[Data records]:
◇ ◇ ◇
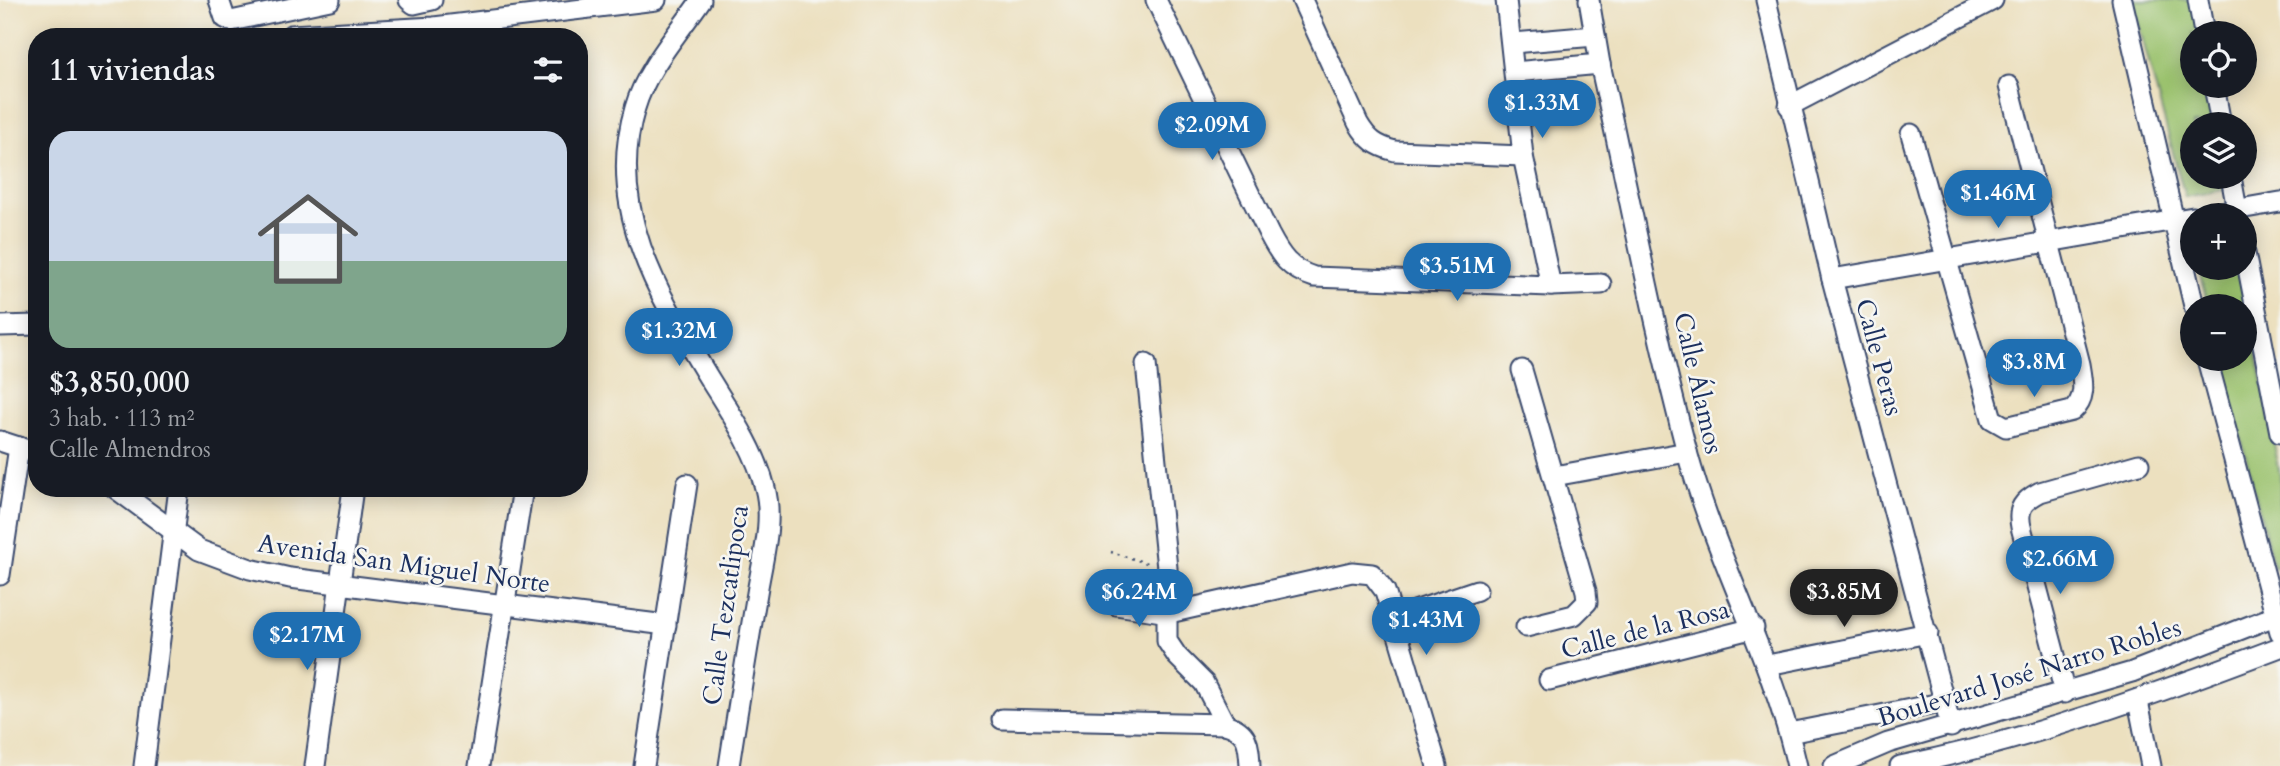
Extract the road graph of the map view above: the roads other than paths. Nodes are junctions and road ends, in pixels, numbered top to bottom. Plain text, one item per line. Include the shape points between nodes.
◇ ◇ ◇
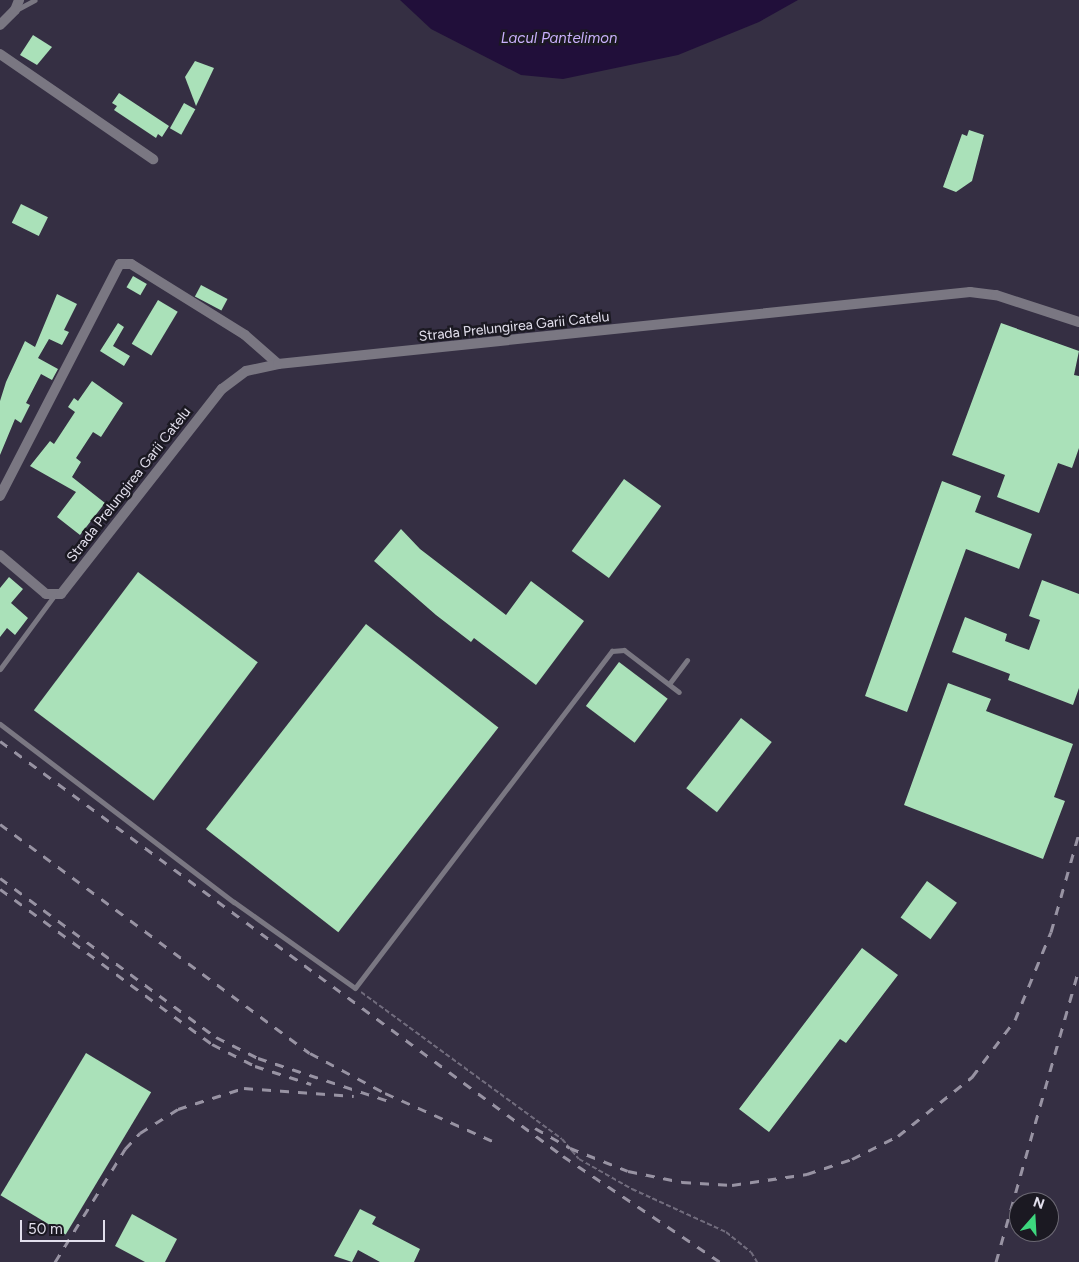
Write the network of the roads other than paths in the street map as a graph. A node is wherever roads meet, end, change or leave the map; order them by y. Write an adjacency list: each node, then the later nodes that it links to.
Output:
◇ ◇ ◇
[Problem statement]: Return all lines in the data that include the word "roads".

[Solution]:
Extract the road graph of the map view above: the roads other than paths. Nodes are junctions and road ends, in pixels, numbered top to bottom. Plain text, one item per line. Include the shape points between nodes.
Write the network of the roads other than paths in the street map as a graph. A node is wherever roads meet, end, change or leave the map; order them by y. Write an adjacency list: each node, then the later nodes that it links to.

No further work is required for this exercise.